++++ ENTRIES SUPPLIED
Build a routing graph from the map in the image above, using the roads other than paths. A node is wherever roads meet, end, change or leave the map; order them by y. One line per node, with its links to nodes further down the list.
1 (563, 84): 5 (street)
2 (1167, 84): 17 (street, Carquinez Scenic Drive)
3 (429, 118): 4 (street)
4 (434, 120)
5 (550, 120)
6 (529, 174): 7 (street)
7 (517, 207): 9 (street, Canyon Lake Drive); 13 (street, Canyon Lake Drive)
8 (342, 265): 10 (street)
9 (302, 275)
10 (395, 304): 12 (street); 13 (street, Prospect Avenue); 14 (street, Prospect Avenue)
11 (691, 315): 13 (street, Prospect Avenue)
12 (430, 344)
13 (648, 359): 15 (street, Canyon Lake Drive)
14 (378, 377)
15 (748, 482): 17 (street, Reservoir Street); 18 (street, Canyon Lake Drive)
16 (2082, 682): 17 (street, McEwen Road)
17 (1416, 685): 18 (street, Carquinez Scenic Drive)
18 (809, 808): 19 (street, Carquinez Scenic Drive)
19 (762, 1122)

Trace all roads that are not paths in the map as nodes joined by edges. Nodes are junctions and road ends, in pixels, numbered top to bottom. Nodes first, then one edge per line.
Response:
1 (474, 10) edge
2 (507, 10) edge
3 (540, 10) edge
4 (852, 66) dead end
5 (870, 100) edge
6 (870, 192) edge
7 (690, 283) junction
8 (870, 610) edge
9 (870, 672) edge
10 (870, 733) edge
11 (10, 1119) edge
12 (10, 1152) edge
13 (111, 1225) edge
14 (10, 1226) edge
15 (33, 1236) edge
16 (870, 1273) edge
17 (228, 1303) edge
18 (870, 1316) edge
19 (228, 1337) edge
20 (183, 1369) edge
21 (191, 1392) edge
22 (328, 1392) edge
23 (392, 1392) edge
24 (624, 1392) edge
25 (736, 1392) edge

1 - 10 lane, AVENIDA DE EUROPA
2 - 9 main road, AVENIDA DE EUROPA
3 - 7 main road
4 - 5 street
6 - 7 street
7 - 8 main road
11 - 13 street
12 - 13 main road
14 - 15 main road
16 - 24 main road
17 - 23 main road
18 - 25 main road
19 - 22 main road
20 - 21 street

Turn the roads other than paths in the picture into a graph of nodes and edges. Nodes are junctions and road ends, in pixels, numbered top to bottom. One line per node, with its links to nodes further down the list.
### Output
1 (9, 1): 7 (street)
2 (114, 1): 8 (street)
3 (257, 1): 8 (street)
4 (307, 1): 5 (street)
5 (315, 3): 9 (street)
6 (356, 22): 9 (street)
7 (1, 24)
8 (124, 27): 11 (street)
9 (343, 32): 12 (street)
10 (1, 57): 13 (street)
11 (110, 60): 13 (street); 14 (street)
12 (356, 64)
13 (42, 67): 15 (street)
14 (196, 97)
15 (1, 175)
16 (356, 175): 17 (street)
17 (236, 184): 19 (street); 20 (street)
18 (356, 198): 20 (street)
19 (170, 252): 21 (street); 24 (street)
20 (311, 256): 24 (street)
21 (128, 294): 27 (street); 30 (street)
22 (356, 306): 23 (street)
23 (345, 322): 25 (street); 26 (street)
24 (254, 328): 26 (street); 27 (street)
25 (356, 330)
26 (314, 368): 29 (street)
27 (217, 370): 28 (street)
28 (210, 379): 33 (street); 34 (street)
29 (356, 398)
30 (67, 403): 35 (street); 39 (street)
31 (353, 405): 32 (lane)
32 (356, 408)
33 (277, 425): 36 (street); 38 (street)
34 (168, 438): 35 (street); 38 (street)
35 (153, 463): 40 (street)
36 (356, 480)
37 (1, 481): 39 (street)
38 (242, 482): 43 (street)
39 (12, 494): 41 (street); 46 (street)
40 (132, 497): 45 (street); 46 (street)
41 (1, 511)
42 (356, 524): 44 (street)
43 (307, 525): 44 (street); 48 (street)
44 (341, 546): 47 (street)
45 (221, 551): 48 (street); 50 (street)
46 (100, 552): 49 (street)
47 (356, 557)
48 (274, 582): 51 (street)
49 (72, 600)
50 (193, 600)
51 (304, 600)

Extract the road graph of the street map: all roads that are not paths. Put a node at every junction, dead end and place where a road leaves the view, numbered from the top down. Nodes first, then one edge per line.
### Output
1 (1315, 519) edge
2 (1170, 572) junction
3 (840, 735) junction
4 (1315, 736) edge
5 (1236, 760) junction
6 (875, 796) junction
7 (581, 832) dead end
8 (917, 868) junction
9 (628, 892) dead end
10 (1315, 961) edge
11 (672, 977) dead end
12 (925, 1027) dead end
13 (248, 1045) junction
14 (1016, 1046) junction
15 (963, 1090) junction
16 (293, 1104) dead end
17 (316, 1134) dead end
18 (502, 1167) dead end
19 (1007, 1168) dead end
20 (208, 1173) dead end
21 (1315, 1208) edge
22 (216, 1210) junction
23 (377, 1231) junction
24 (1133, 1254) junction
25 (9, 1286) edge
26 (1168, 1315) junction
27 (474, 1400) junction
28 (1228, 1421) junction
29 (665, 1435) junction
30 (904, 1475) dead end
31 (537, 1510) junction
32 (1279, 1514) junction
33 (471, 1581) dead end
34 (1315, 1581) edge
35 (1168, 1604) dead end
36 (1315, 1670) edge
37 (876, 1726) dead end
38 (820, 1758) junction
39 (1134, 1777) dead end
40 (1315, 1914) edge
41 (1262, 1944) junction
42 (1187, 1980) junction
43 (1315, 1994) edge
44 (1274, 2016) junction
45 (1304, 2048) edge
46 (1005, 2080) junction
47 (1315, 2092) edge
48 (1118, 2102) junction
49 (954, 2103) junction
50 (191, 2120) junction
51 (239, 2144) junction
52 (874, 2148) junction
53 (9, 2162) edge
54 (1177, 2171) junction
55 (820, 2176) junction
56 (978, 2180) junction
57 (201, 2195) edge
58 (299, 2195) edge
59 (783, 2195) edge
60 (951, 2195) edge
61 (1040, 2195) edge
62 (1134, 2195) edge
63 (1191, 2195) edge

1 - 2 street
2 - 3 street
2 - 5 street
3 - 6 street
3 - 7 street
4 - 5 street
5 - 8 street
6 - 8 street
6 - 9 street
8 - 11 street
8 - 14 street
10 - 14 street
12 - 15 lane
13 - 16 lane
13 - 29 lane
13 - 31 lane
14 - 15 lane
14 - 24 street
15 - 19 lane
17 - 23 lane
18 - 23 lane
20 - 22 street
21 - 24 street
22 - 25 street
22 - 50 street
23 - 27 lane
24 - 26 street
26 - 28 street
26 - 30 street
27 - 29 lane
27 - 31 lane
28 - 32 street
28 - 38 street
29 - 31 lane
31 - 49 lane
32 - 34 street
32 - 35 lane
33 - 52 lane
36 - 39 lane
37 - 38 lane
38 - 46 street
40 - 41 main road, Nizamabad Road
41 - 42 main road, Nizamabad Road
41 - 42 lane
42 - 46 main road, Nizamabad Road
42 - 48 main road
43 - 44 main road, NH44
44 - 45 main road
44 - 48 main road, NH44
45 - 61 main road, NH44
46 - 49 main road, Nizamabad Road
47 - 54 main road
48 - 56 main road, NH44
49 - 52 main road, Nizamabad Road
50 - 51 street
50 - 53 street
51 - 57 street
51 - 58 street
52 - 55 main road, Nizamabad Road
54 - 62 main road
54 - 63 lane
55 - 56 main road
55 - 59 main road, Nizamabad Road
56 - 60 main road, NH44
++++++++
- WHAT YOU ARE ASKED TO DO
All of the data, start to finish: please output it exactly.

- EXERCISE RESULT
Build a routing graph from the map in the image above, using the roads other than paths. A node is wherever roads meet, end, change or leave the map; order them by y. One line per node, with its links to nodes further down the list.
1 (563, 84): 5 (street)
2 (1167, 84): 17 (street, Carquinez Scenic Drive)
3 (429, 118): 4 (street)
4 (434, 120)
5 (550, 120)
6 (529, 174): 7 (street)
7 (517, 207): 9 (street, Canyon Lake Drive); 13 (street, Canyon Lake Drive)
8 (342, 265): 10 (street)
9 (302, 275)
10 (395, 304): 12 (street); 13 (street, Prospect Avenue); 14 (street, Prospect Avenue)
11 (691, 315): 13 (street, Prospect Avenue)
12 (430, 344)
13 (648, 359): 15 (street, Canyon Lake Drive)
14 (378, 377)
15 (748, 482): 17 (street, Reservoir Street); 18 (street, Canyon Lake Drive)
16 (2082, 682): 17 (street, McEwen Road)
17 (1416, 685): 18 (street, Carquinez Scenic Drive)
18 (809, 808): 19 (street, Carquinez Scenic Drive)
19 (762, 1122)

Trace all roads that are not paths in the map as nodes joined by edges. Nodes are junctions and road ends, in pixels, numbered top to bottom. Nodes first, then one edge per line.
Response:
1 (474, 10) edge
2 (507, 10) edge
3 (540, 10) edge
4 (852, 66) dead end
5 (870, 100) edge
6 (870, 192) edge
7 (690, 283) junction
8 (870, 610) edge
9 (870, 672) edge
10 (870, 733) edge
11 (10, 1119) edge
12 (10, 1152) edge
13 (111, 1225) edge
14 (10, 1226) edge
15 (33, 1236) edge
16 (870, 1273) edge
17 (228, 1303) edge
18 (870, 1316) edge
19 (228, 1337) edge
20 (183, 1369) edge
21 (191, 1392) edge
22 (328, 1392) edge
23 (392, 1392) edge
24 (624, 1392) edge
25 (736, 1392) edge

1 - 10 lane, AVENIDA DE EUROPA
2 - 9 main road, AVENIDA DE EUROPA
3 - 7 main road
4 - 5 street
6 - 7 street
7 - 8 main road
11 - 13 street
12 - 13 main road
14 - 15 main road
16 - 24 main road
17 - 23 main road
18 - 25 main road
19 - 22 main road
20 - 21 street

Turn the roads other than paths in the picture into a graph of nodes and edges. Nodes are junctions and road ends, in pixels, numbered top to bottom. One line per node, with its links to nodes further down the list.
### Output
1 (9, 1): 7 (street)
2 (114, 1): 8 (street)
3 (257, 1): 8 (street)
4 (307, 1): 5 (street)
5 (315, 3): 9 (street)
6 (356, 22): 9 (street)
7 (1, 24)
8 (124, 27): 11 (street)
9 (343, 32): 12 (street)
10 (1, 57): 13 (street)
11 (110, 60): 13 (street); 14 (street)
12 (356, 64)
13 (42, 67): 15 (street)
14 (196, 97)
15 (1, 175)
16 (356, 175): 17 (street)
17 (236, 184): 19 (street); 20 (street)
18 (356, 198): 20 (street)
19 (170, 252): 21 (street); 24 (street)
20 (311, 256): 24 (street)
21 (128, 294): 27 (street); 30 (street)
22 (356, 306): 23 (street)
23 (345, 322): 25 (street); 26 (street)
24 (254, 328): 26 (street); 27 (street)
25 (356, 330)
26 (314, 368): 29 (street)
27 (217, 370): 28 (street)
28 (210, 379): 33 (street); 34 (street)
29 (356, 398)
30 (67, 403): 35 (street); 39 (street)
31 (353, 405): 32 (lane)
32 (356, 408)
33 (277, 425): 36 (street); 38 (street)
34 (168, 438): 35 (street); 38 (street)
35 (153, 463): 40 (street)
36 (356, 480)
37 (1, 481): 39 (street)
38 (242, 482): 43 (street)
39 (12, 494): 41 (street); 46 (street)
40 (132, 497): 45 (street); 46 (street)
41 (1, 511)
42 (356, 524): 44 (street)
43 (307, 525): 44 (street); 48 (street)
44 (341, 546): 47 (street)
45 (221, 551): 48 (street); 50 (street)
46 (100, 552): 49 (street)
47 (356, 557)
48 (274, 582): 51 (street)
49 (72, 600)
50 (193, 600)
51 (304, 600)

Extract the road graph of the street map: all roads that are not paths. Put a node at every junction, dead end and place where a road leaves the view, numbered from the top down. Nodes first, then one edge per line.
### Output
1 (1315, 519) edge
2 (1170, 572) junction
3 (840, 735) junction
4 (1315, 736) edge
5 (1236, 760) junction
6 (875, 796) junction
7 (581, 832) dead end
8 (917, 868) junction
9 (628, 892) dead end
10 (1315, 961) edge
11 (672, 977) dead end
12 (925, 1027) dead end
13 (248, 1045) junction
14 (1016, 1046) junction
15 (963, 1090) junction
16 (293, 1104) dead end
17 (316, 1134) dead end
18 (502, 1167) dead end
19 (1007, 1168) dead end
20 (208, 1173) dead end
21 (1315, 1208) edge
22 (216, 1210) junction
23 (377, 1231) junction
24 (1133, 1254) junction
25 (9, 1286) edge
26 (1168, 1315) junction
27 (474, 1400) junction
28 (1228, 1421) junction
29 (665, 1435) junction
30 (904, 1475) dead end
31 (537, 1510) junction
32 (1279, 1514) junction
33 (471, 1581) dead end
34 (1315, 1581) edge
35 (1168, 1604) dead end
36 (1315, 1670) edge
37 (876, 1726) dead end
38 (820, 1758) junction
39 (1134, 1777) dead end
40 (1315, 1914) edge
41 (1262, 1944) junction
42 (1187, 1980) junction
43 (1315, 1994) edge
44 (1274, 2016) junction
45 (1304, 2048) edge
46 (1005, 2080) junction
47 (1315, 2092) edge
48 (1118, 2102) junction
49 (954, 2103) junction
50 (191, 2120) junction
51 (239, 2144) junction
52 (874, 2148) junction
53 (9, 2162) edge
54 (1177, 2171) junction
55 (820, 2176) junction
56 (978, 2180) junction
57 (201, 2195) edge
58 (299, 2195) edge
59 (783, 2195) edge
60 (951, 2195) edge
61 (1040, 2195) edge
62 (1134, 2195) edge
63 (1191, 2195) edge

1 - 2 street
2 - 3 street
2 - 5 street
3 - 6 street
3 - 7 street
4 - 5 street
5 - 8 street
6 - 8 street
6 - 9 street
8 - 11 street
8 - 14 street
10 - 14 street
12 - 15 lane
13 - 16 lane
13 - 29 lane
13 - 31 lane
14 - 15 lane
14 - 24 street
15 - 19 lane
17 - 23 lane
18 - 23 lane
20 - 22 street
21 - 24 street
22 - 25 street
22 - 50 street
23 - 27 lane
24 - 26 street
26 - 28 street
26 - 30 street
27 - 29 lane
27 - 31 lane
28 - 32 street
28 - 38 street
29 - 31 lane
31 - 49 lane
32 - 34 street
32 - 35 lane
33 - 52 lane
36 - 39 lane
37 - 38 lane
38 - 46 street
40 - 41 main road, Nizamabad Road
41 - 42 main road, Nizamabad Road
41 - 42 lane
42 - 46 main road, Nizamabad Road
42 - 48 main road
43 - 44 main road, NH44
44 - 45 main road
44 - 48 main road, NH44
45 - 61 main road, NH44
46 - 49 main road, Nizamabad Road
47 - 54 main road
48 - 56 main road, NH44
49 - 52 main road, Nizamabad Road
50 - 51 street
50 - 53 street
51 - 57 street
51 - 58 street
52 - 55 main road, Nizamabad Road
54 - 62 main road
54 - 63 lane
55 - 56 main road
55 - 59 main road, Nizamabad Road
56 - 60 main road, NH44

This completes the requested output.